**** Provided entries

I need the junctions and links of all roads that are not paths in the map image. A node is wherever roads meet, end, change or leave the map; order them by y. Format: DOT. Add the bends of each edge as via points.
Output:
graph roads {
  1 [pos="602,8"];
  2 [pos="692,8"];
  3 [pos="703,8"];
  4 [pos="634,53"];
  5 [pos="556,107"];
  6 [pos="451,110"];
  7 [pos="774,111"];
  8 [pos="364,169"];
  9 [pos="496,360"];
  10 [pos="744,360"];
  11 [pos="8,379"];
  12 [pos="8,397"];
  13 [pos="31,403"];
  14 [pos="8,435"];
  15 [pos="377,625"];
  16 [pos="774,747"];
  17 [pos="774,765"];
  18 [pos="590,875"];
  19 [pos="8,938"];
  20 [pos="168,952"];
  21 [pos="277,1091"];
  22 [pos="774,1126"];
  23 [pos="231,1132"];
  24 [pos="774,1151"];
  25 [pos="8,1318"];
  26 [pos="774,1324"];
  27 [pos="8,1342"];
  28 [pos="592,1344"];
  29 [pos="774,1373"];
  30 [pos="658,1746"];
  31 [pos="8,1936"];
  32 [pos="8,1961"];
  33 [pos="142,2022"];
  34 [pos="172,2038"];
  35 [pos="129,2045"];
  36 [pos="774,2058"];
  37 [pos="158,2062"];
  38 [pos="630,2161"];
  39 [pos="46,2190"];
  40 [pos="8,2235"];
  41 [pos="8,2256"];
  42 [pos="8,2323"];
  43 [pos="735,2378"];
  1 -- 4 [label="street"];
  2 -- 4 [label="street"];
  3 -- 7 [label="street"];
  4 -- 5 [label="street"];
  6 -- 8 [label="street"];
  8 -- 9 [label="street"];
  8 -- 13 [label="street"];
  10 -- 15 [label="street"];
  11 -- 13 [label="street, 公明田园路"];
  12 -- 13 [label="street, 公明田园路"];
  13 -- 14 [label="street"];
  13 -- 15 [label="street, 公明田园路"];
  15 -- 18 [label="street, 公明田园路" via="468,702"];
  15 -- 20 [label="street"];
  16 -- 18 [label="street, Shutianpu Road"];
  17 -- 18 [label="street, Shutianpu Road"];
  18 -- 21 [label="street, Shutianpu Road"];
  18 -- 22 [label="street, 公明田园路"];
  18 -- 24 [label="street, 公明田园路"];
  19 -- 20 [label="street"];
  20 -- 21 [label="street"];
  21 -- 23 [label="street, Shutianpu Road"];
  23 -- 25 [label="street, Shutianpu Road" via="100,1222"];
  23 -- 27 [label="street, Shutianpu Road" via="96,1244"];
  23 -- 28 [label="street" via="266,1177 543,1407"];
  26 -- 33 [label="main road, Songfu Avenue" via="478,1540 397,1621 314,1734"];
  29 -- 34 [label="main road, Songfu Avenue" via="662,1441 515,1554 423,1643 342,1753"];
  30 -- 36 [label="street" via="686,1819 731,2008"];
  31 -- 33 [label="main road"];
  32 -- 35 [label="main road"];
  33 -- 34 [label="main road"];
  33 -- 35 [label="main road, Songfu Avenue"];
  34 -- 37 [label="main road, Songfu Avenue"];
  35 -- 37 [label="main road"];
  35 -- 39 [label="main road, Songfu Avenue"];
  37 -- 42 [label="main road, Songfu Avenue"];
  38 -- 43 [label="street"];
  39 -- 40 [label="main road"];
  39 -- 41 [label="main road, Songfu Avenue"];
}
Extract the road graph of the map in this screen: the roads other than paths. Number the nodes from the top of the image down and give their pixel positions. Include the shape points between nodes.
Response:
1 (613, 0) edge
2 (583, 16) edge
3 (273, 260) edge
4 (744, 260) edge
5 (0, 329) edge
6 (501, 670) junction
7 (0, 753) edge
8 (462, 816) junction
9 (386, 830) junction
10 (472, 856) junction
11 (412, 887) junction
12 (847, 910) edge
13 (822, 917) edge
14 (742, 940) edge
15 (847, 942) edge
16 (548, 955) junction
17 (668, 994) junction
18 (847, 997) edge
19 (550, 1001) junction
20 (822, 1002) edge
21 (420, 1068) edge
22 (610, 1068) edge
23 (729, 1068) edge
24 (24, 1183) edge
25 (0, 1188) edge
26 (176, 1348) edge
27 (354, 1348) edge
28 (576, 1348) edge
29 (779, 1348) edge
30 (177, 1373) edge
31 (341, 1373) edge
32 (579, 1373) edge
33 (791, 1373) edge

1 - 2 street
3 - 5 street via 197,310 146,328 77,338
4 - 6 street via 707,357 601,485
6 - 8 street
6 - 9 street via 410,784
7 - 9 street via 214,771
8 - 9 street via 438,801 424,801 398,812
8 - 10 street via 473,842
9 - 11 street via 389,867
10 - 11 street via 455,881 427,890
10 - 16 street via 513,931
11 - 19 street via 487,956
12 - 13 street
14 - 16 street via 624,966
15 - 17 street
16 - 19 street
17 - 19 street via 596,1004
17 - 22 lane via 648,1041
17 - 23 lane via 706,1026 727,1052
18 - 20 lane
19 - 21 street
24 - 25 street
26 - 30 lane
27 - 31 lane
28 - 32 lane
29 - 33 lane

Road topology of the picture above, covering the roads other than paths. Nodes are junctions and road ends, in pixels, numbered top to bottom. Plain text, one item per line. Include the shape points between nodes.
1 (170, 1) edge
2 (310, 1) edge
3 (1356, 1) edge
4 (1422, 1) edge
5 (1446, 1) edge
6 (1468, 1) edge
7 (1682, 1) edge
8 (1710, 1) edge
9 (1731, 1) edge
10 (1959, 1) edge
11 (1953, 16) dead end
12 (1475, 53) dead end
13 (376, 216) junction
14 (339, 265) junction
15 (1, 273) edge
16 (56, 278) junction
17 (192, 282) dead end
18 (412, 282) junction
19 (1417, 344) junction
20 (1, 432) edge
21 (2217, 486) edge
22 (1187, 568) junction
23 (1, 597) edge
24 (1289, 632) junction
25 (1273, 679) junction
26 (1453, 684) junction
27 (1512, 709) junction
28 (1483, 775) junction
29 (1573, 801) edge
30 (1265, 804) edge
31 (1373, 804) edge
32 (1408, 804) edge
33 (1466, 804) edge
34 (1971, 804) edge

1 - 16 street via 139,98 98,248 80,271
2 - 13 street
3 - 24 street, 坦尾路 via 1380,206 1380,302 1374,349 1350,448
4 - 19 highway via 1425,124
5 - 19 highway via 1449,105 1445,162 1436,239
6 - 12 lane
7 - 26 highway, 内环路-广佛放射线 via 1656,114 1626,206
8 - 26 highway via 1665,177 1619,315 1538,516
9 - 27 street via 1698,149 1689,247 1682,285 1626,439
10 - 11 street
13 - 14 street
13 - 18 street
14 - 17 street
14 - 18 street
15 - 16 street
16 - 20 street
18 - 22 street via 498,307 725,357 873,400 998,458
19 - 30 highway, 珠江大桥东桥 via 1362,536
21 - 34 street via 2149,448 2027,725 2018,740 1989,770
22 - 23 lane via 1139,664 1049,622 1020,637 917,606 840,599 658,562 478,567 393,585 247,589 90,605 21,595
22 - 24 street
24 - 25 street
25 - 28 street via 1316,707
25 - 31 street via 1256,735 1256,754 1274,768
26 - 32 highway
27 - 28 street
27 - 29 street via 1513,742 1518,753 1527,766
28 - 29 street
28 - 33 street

********

* _Activity_: The answer must be an exact copy of every entry.

* _Output for this exercise_:
I need the junctions and links of all roads that are not paths in the map image. A node is wherever roads meet, end, change or leave the map; order them by y. Format: DOT. Add the bends of each edge as via points.
Output:
graph roads {
  1 [pos="602,8"];
  2 [pos="692,8"];
  3 [pos="703,8"];
  4 [pos="634,53"];
  5 [pos="556,107"];
  6 [pos="451,110"];
  7 [pos="774,111"];
  8 [pos="364,169"];
  9 [pos="496,360"];
  10 [pos="744,360"];
  11 [pos="8,379"];
  12 [pos="8,397"];
  13 [pos="31,403"];
  14 [pos="8,435"];
  15 [pos="377,625"];
  16 [pos="774,747"];
  17 [pos="774,765"];
  18 [pos="590,875"];
  19 [pos="8,938"];
  20 [pos="168,952"];
  21 [pos="277,1091"];
  22 [pos="774,1126"];
  23 [pos="231,1132"];
  24 [pos="774,1151"];
  25 [pos="8,1318"];
  26 [pos="774,1324"];
  27 [pos="8,1342"];
  28 [pos="592,1344"];
  29 [pos="774,1373"];
  30 [pos="658,1746"];
  31 [pos="8,1936"];
  32 [pos="8,1961"];
  33 [pos="142,2022"];
  34 [pos="172,2038"];
  35 [pos="129,2045"];
  36 [pos="774,2058"];
  37 [pos="158,2062"];
  38 [pos="630,2161"];
  39 [pos="46,2190"];
  40 [pos="8,2235"];
  41 [pos="8,2256"];
  42 [pos="8,2323"];
  43 [pos="735,2378"];
  1 -- 4 [label="street"];
  2 -- 4 [label="street"];
  3 -- 7 [label="street"];
  4 -- 5 [label="street"];
  6 -- 8 [label="street"];
  8 -- 9 [label="street"];
  8 -- 13 [label="street"];
  10 -- 15 [label="street"];
  11 -- 13 [label="street, 公明田园路"];
  12 -- 13 [label="street, 公明田园路"];
  13 -- 14 [label="street"];
  13 -- 15 [label="street, 公明田园路"];
  15 -- 18 [label="street, 公明田园路" via="468,702"];
  15 -- 20 [label="street"];
  16 -- 18 [label="street, Shutianpu Road"];
  17 -- 18 [label="street, Shutianpu Road"];
  18 -- 21 [label="street, Shutianpu Road"];
  18 -- 22 [label="street, 公明田园路"];
  18 -- 24 [label="street, 公明田园路"];
  19 -- 20 [label="street"];
  20 -- 21 [label="street"];
  21 -- 23 [label="street, Shutianpu Road"];
  23 -- 25 [label="street, Shutianpu Road" via="100,1222"];
  23 -- 27 [label="street, Shutianpu Road" via="96,1244"];
  23 -- 28 [label="street" via="266,1177 543,1407"];
  26 -- 33 [label="main road, Songfu Avenue" via="478,1540 397,1621 314,1734"];
  29 -- 34 [label="main road, Songfu Avenue" via="662,1441 515,1554 423,1643 342,1753"];
  30 -- 36 [label="street" via="686,1819 731,2008"];
  31 -- 33 [label="main road"];
  32 -- 35 [label="main road"];
  33 -- 34 [label="main road"];
  33 -- 35 [label="main road, Songfu Avenue"];
  34 -- 37 [label="main road, Songfu Avenue"];
  35 -- 37 [label="main road"];
  35 -- 39 [label="main road, Songfu Avenue"];
  37 -- 42 [label="main road, Songfu Avenue"];
  38 -- 43 [label="street"];
  39 -- 40 [label="main road"];
  39 -- 41 [label="main road, Songfu Avenue"];
}
Extract the road graph of the map in this screen: the roads other than paths. Number the nodes from the top of the image down and give their pixel positions. Include the shape points between nodes.
Response:
1 (613, 0) edge
2 (583, 16) edge
3 (273, 260) edge
4 (744, 260) edge
5 (0, 329) edge
6 (501, 670) junction
7 (0, 753) edge
8 (462, 816) junction
9 (386, 830) junction
10 (472, 856) junction
11 (412, 887) junction
12 (847, 910) edge
13 (822, 917) edge
14 (742, 940) edge
15 (847, 942) edge
16 (548, 955) junction
17 (668, 994) junction
18 (847, 997) edge
19 (550, 1001) junction
20 (822, 1002) edge
21 (420, 1068) edge
22 (610, 1068) edge
23 (729, 1068) edge
24 (24, 1183) edge
25 (0, 1188) edge
26 (176, 1348) edge
27 (354, 1348) edge
28 (576, 1348) edge
29 (779, 1348) edge
30 (177, 1373) edge
31 (341, 1373) edge
32 (579, 1373) edge
33 (791, 1373) edge

1 - 2 street
3 - 5 street via 197,310 146,328 77,338
4 - 6 street via 707,357 601,485
6 - 8 street
6 - 9 street via 410,784
7 - 9 street via 214,771
8 - 9 street via 438,801 424,801 398,812
8 - 10 street via 473,842
9 - 11 street via 389,867
10 - 11 street via 455,881 427,890
10 - 16 street via 513,931
11 - 19 street via 487,956
12 - 13 street
14 - 16 street via 624,966
15 - 17 street
16 - 19 street
17 - 19 street via 596,1004
17 - 22 lane via 648,1041
17 - 23 lane via 706,1026 727,1052
18 - 20 lane
19 - 21 street
24 - 25 street
26 - 30 lane
27 - 31 lane
28 - 32 lane
29 - 33 lane

Road topology of the picture above, covering the roads other than paths. Nodes are junctions and road ends, in pixels, numbered top to bottom. Plain text, one item per line. Include the shape points between nodes.
1 (170, 1) edge
2 (310, 1) edge
3 (1356, 1) edge
4 (1422, 1) edge
5 (1446, 1) edge
6 (1468, 1) edge
7 (1682, 1) edge
8 (1710, 1) edge
9 (1731, 1) edge
10 (1959, 1) edge
11 (1953, 16) dead end
12 (1475, 53) dead end
13 (376, 216) junction
14 (339, 265) junction
15 (1, 273) edge
16 (56, 278) junction
17 (192, 282) dead end
18 (412, 282) junction
19 (1417, 344) junction
20 (1, 432) edge
21 (2217, 486) edge
22 (1187, 568) junction
23 (1, 597) edge
24 (1289, 632) junction
25 (1273, 679) junction
26 (1453, 684) junction
27 (1512, 709) junction
28 (1483, 775) junction
29 (1573, 801) edge
30 (1265, 804) edge
31 (1373, 804) edge
32 (1408, 804) edge
33 (1466, 804) edge
34 (1971, 804) edge

1 - 16 street via 139,98 98,248 80,271
2 - 13 street
3 - 24 street, 坦尾路 via 1380,206 1380,302 1374,349 1350,448
4 - 19 highway via 1425,124
5 - 19 highway via 1449,105 1445,162 1436,239
6 - 12 lane
7 - 26 highway, 内环路-广佛放射线 via 1656,114 1626,206
8 - 26 highway via 1665,177 1619,315 1538,516
9 - 27 street via 1698,149 1689,247 1682,285 1626,439
10 - 11 street
13 - 14 street
13 - 18 street
14 - 17 street
14 - 18 street
15 - 16 street
16 - 20 street
18 - 22 street via 498,307 725,357 873,400 998,458
19 - 30 highway, 珠江大桥东桥 via 1362,536
21 - 34 street via 2149,448 2027,725 2018,740 1989,770
22 - 23 lane via 1139,664 1049,622 1020,637 917,606 840,599 658,562 478,567 393,585 247,589 90,605 21,595
22 - 24 street
24 - 25 street
25 - 28 street via 1316,707
25 - 31 street via 1256,735 1256,754 1274,768
26 - 32 highway
27 - 28 street
27 - 29 street via 1513,742 1518,753 1527,766
28 - 29 street
28 - 33 street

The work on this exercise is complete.